Los niños son los más sensibles a esos detalles que configuran el espíritu de una época. Una reciente encuesta universitaria describe el anhelo mayoritario de los pequeños españolitos: ser ricos y famosos. Eso lo han aprendido estupendamente. Les parece mucho más divertido que darle a las matemáticas o a la lectura, como otro reciente estudio de la Unión Europea pone de manifiesto. Por ser famosos, bastantes de esos chavales, como se ha visto, estarían dispuestos a pasar por lo que sea. Lo tienen claro. La tele explica cada día historias inverosímiles que arrancan del anonimato a desconocidos: por lo general el escándalo les acompaña, no es raro que se prostituyan o que lo hicieran en su juventud. Ante los ojos infantiles actuales puede suceder que la prostitución o la pornografía sean trámites sociales sin mayor importancia cuando se trata de lograr fama y dinero. No hace falta ser muy listo para atisbar que nuestros niños conocen perfectamente ese nuevo latín: los caminos del éxito son los que son, los marcan los adultos.

Ahí está, por ejemplo, el nuevo éxito editorial de Gabriel García Márquez, Memoria de mis putas tristes. ¿Cuántos adolescentes inquietos no desean fisgar en su interior? ¿Cuántos padres, amantes de la libertad, no saben cómo negarse a que esos jóvenes conozcan las miserias de un senil viejo verde? Visto el libro, atar cabos es fácil: ser un viejo verde, un voyeur, un pederasta literario es garantía de éxito; es decir, de fama y de riqueza. ¿Sólo pretendía hacer literatura García Márquez o trataba, al escribir lo que ha escrito, tan bellamente eso sí, mantener -como si fuera un niño- su propio estatus de rico y famoso?

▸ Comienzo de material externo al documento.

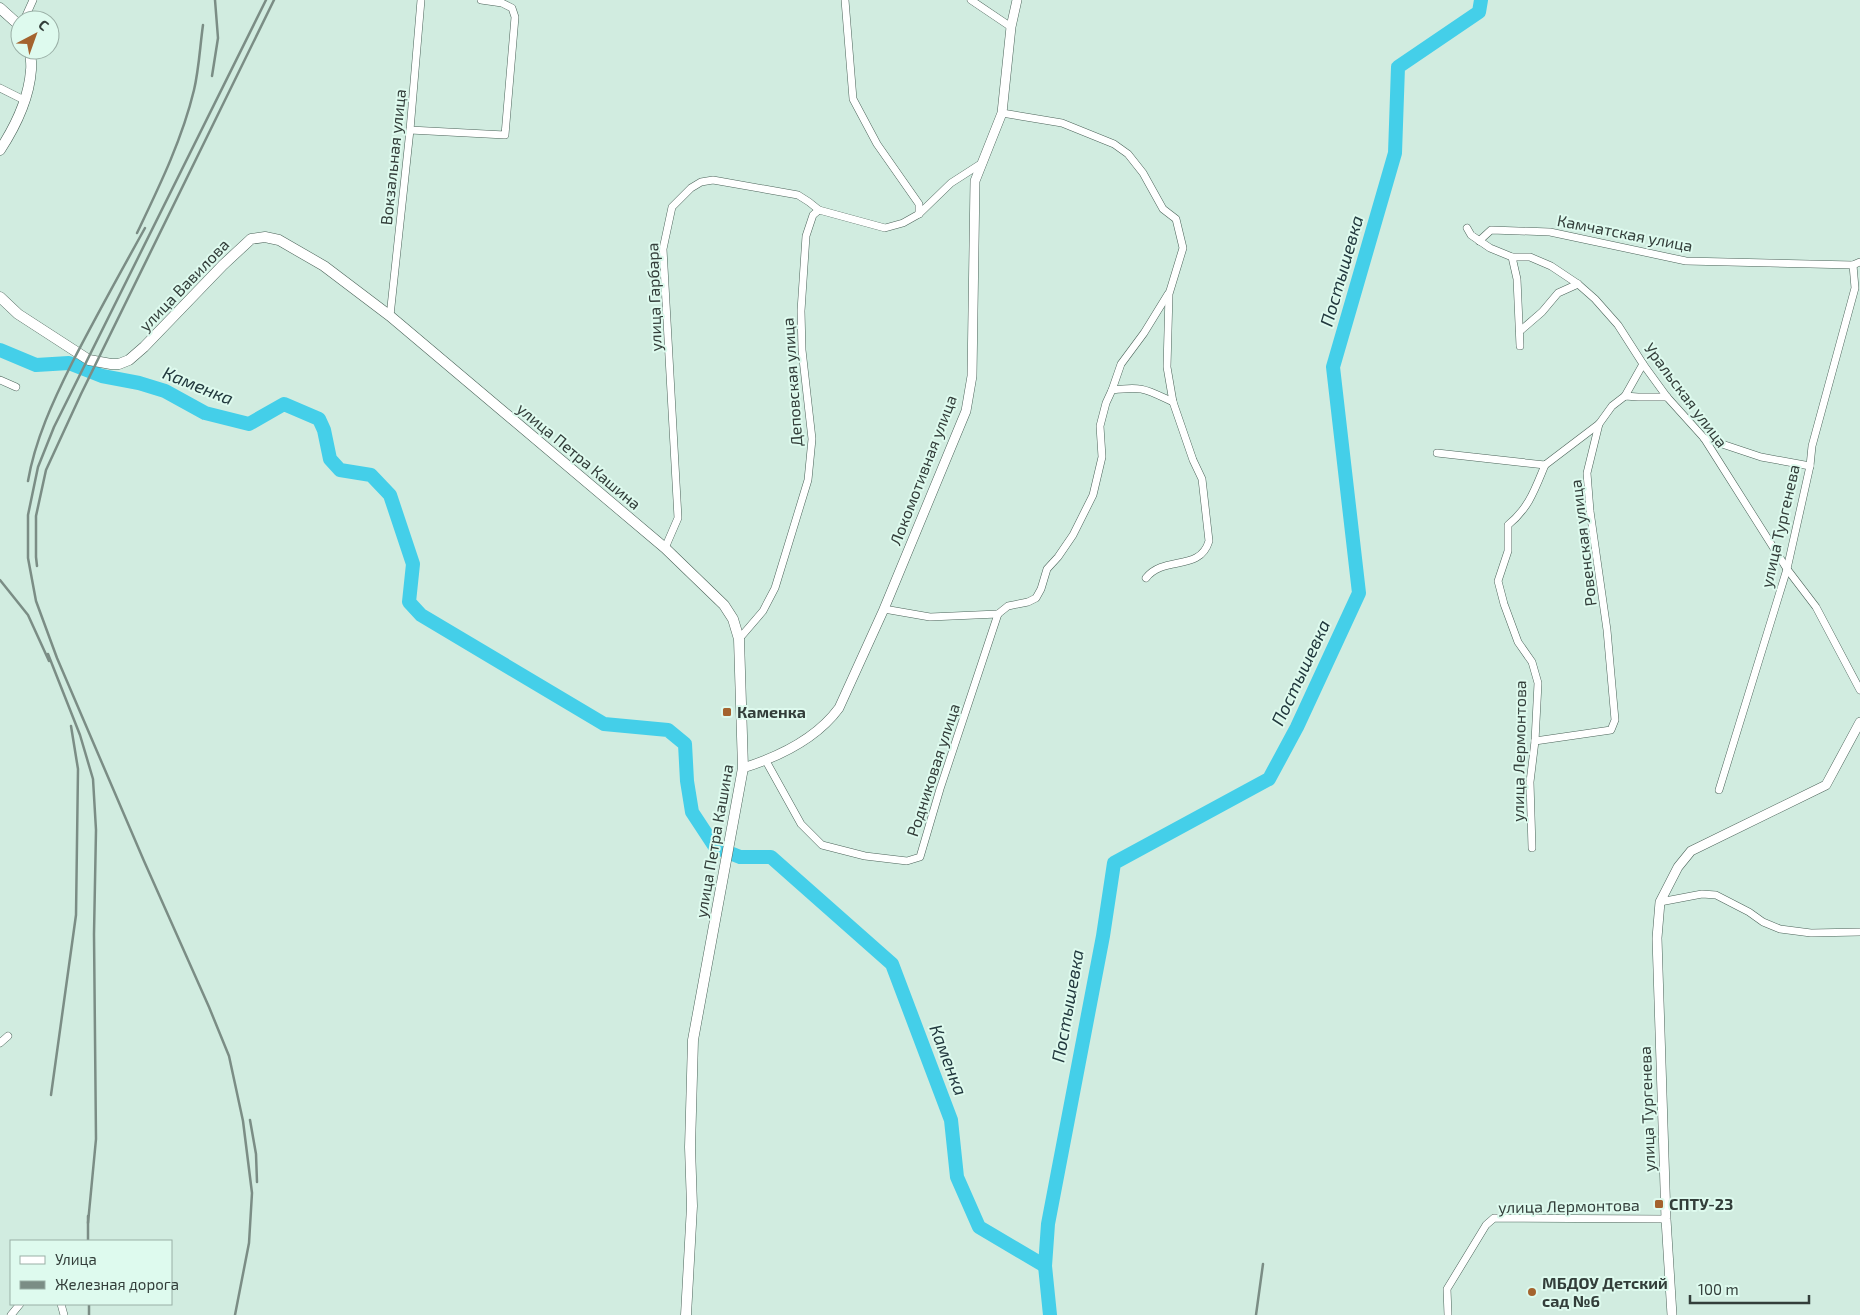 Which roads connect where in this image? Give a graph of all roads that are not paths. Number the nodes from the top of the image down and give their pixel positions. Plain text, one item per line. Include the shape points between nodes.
1 (421, 0) edge
2 (481, 0) edge
3 (846, 0) edge
4 (970, 0) edge
5 (1017, 0) edge
6 (0, 8) edge
7 (10, 17) edge
8 (1011, 27) junction
9 (31, 60) edge
10 (0, 88) edge
11 (24, 100) junction
12 (1002, 113) junction
13 (410, 130) junction
14 (0, 150) edge
15 (982, 163) junction
16 (819, 210) junction
17 (919, 214) junction
18 (1467, 228) dead end
19 (1478, 241) junction
20 (1512, 257) junction
21 (1856, 263) edge
22 (1578, 284) junction
23 (1169, 294) junction
24 (0, 297) edge
25 (390, 316) junction
26 (1520, 331) junction
27 (1520, 346) dead end
28 (1643, 364) junction
29 (0, 380) edge
30 (16, 387) dead end
31 (1112, 390) junction
32 (1625, 396) junction
33 (1667, 397) junction
34 (1173, 402) junction
35 (1599, 424) junction
36 (1704, 438) junction
37 (1437, 453) dead end
38 (1545, 465) junction
39 (1810, 466) junction
40 (665, 548) junction
41 (1787, 569) junction
42 (1146, 578) dead end
43 (884, 608) junction
44 (998, 614) junction
45 (740, 639) junction
46 (1860, 690) edge
47 (1860, 722) edge
48 (1535, 741) junction
49 (766, 761) junction
50 (743, 768) junction
51 (1719, 790) dead end
52 (1532, 848) dead end
53 (1660, 902) junction
54 (1860, 932) edge
55 (8, 1036) dead end
56 (0, 1043) edge
57 (1666, 1219) junction
58 (19, 1305) edge
59 (11, 1315) edge
60 (686, 1315) edge
61 (1448, 1315) edge
62 (1672, 1315) edge

1 - 13 street, Вокзальная улица
2 - 13 street via 502,3 512,8 515,17 505,135
3 - 17 street via 853,99 877,144 920,204
4 - 8 street
5 - 8 street, Локомотивная улица
6 - 7 main road
8 - 12 street, Локомотивная улица
9 - 11 main road via 32,70
10 - 11 street
11 - 14 main road via 12,132
12 - 15 street, Локомотивная улица
12 - 23 street via 1062,123 1114,144 1128,154 1163,209 1176,219 1184,248
13 - 25 street, Вокзальная улица
15 - 17 street via 951,183
15 - 43 street, Локомотивная улица via 975,181 972,376 966,410
16 - 17 street via 885,228
16 - 40 street, улица Гарбара via 798,195 713,180 691,188 672,207 663,249 678,518
16 - 45 street, Деповская улица via 813,215 806,236 800,311 812,439 808,480 775,588 763,611
18 - 19 street, Уральская улица
19 - 20 street, Уральская улица
19 - 21 street, Камчатская улица via 1491,230 1550,232 1686,261
20 - 22 street, Уральская улица via 1530,257
20 - 26 street via 1517,278
21 - 39 street, улица Тургенева via 1855,288 1812,446
22 - 26 street via 1558,293
22 - 28 street, Уральская улица via 1618,325
23 - 31 street via 1121,364
23 - 34 street via 1166,367
24 - 25 main road, улица Вавилова via 18,314 89,360 119,364 144,347 251,239 265,237 279,240 324,266
25 - 40 main road, улица Петра Кашина
26 - 27 street
28 - 32 street
28 - 33 street, Уральская улица
29 - 30 street
31 - 34 street via 1146,389
31 - 44 street via 1100,426 1102,457 1093,495 1073,534 1047,569 1036,598 1008,606
32 - 33 street
32 - 35 street via 1612,406
33 - 36 street, Уральская улица
34 - 42 street via 1202,479 1209,541 1206,550 1196,559 1162,567
35 - 38 street
35 - 48 street, Ровенская улица via 1587,473 1607,630 1614,726 1611,730
36 - 39 street via 1761,457
36 - 41 street, Уральская улица
37 - 38 street
38 - 48 street, улица Лермонтова via 1531,499 1508,525 1508,551 1498,581 1518,642 1532,662 1538,683
39 - 41 street, улица Тургенева
40 - 45 main road, улица Петра Кашина via 724,605
41 - 46 street, Уральская улица via 1816,607
41 - 51 street, улица Тургенева
43 - 44 street via 930,617
43 - 49 street, Локомотивная улица via 839,708 828,722 798,744
44 - 49 street, Родниковая улица via 920,857 907,861 865,856 822,845 801,824
45 - 50 main road, улица Петра Кашина
47 - 53 street via 1826,785 1691,850 1678,866
48 - 52 street, улица Лермонтова via 1530,782
49 - 50 street, Локомотивная улица
50 - 60 main road, улица Петра Кашина via 693,1040 692,1206
53 - 54 street via 1702,894 1716,895 1780,929 1811,933
53 - 57 street, улица Тургенева via 1657,938
55 - 56 street
57 - 61 street, улица Лермонтова via 1494,1218 1486,1225 1448,1289
57 - 62 street, улица Тургенева
58 - 59 street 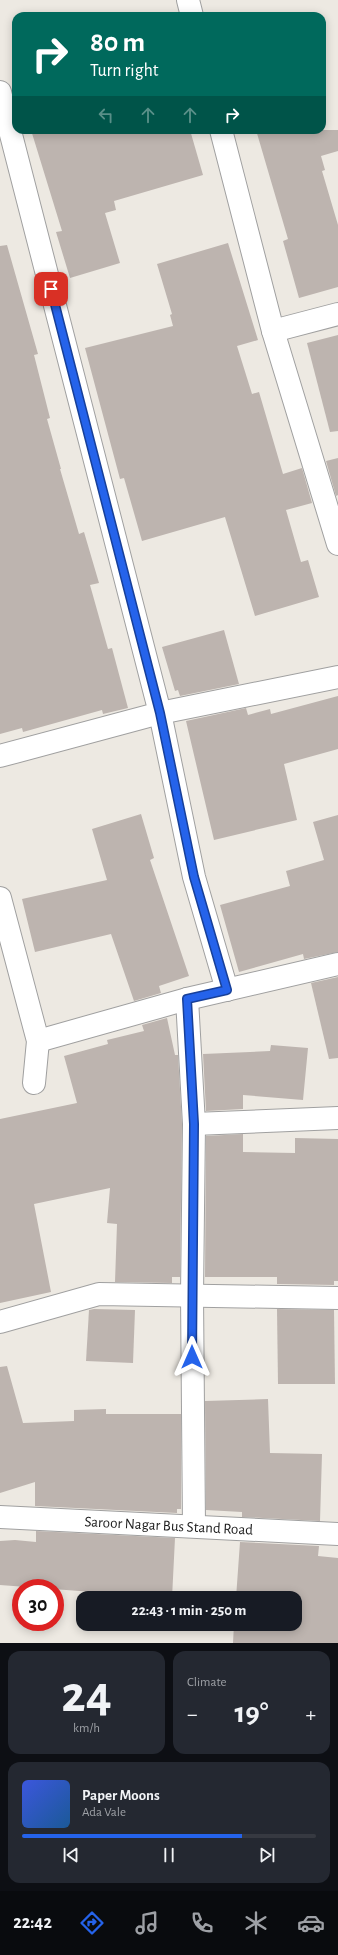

Los interrogantes se encadenan. ¿Tienen algo en común el Nobel colombiano y la pornografía infantil de Internet, tan perseguida? Los vicios, si son de genios, ricos y famosos, sirven para hacer caja. Los pederastas anónimos deben de sentirse discriminados: tienen que ocultar su vicio, cerrar su negocio y responder ante la ley. Márquez será el gran éxito editorial de la Navidad y, con ello, los niños, que lo captan al vuelo, verán confirmadas sus dudas, si alguna les quedaba. ¿Arte o pornografía? Hubiéramos preguntado ingenuamente en otros tiempos. Hoy la realidad habla por sí sola: ni arte ni pornografía, ¡negocio! El niño Jesús conserva su enigmática sonrisa: él ya conocía todos los cuentos de Navidad antes que nosotros los inventáramos.